Daguerre ne la quittait pas des yeux. Tout le monde l’avait prévenue : il était le meilleur neurochirurgien de l’hôpital Necker. Un virtuose qui avait déjà ramené des dizaines d’enfants des rives sans retour du coma. Il attaqua :

— Votre enfant souffrait d’un hématome extradural. Une poche de sang située dans l’hémisphère droit. (Il désignait la zone sur l’une des radiographies.) Nous avons ouvert la tempe afin d’accéder à l’hématome. Nous avons aspiré le sang caillé et coagulé toute cette région. C’est ce qu’on appelle l’hémostase. Nous avons refermé, en laissant un drain aspiratif par lequel vont s’évacuer les résidus de sang. De ce point de vue, tout s’est parfaitement passé.

— De ce point de vue ?

Daguerre s’approcha de la vitre éclairée. Il était impossible de lui donner un âge précis — entre trente et cinquante ans. Ses traits acérés étaient d’une extrême pâleur mais ce teint n’évoquait pas la maladie. Au contraire : c’était une sorte de lumière. Une clarté décisive, qui jaillissait de tout le visage. Il tapota de l’index des coupes du cerveau.

— Lucien souffre d’un autre traumatisme. Une contusion bilatérale, contre laquelle nous ne pouvons pas grand-chose.
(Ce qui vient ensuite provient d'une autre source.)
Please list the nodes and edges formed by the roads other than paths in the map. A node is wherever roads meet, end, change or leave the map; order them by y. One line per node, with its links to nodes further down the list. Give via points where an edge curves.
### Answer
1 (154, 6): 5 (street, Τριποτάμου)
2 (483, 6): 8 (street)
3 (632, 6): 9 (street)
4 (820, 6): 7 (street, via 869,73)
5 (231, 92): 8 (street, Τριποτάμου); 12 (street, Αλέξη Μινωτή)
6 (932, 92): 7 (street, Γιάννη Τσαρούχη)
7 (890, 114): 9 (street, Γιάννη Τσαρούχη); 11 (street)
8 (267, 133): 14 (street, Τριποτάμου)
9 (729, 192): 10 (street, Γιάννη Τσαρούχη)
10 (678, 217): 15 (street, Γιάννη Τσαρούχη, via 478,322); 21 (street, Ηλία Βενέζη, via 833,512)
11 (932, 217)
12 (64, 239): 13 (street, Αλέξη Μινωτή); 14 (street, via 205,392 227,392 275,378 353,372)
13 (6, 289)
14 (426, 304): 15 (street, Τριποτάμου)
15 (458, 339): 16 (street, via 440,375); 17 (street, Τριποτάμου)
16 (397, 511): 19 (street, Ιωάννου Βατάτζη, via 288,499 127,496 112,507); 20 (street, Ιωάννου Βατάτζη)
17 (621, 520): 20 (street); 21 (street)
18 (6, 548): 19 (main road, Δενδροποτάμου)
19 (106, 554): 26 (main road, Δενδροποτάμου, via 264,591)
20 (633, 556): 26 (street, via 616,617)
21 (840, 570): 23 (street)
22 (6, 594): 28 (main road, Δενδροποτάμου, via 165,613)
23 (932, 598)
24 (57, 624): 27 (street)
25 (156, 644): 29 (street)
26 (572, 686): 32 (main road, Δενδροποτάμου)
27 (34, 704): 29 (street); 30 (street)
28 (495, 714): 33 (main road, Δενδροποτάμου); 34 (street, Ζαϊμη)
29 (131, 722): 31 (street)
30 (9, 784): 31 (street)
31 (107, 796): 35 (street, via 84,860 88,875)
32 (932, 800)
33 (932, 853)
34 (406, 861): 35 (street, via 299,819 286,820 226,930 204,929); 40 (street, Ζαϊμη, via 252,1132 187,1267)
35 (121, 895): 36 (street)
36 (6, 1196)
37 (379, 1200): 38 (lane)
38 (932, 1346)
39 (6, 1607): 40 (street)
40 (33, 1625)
— Des zones de son cerveau ont été endommagées ?

Le chirurgien esquissa un geste vague.

— Impossible à dire. Pour l’instant, notre problème est d’un autre ordre. Le cerveau, comme n’importe quelle autre partie du corps, a tendance à gonfler sous l’effet d’un choc. Or la boîte crânienne est close : elle ne permet pas la moindre dilatation. Si l’organe se comprime trop fortement contre les parois osseuses, il ne pourra plus jouer son rôle vital. Ce sera la mort cérébrale.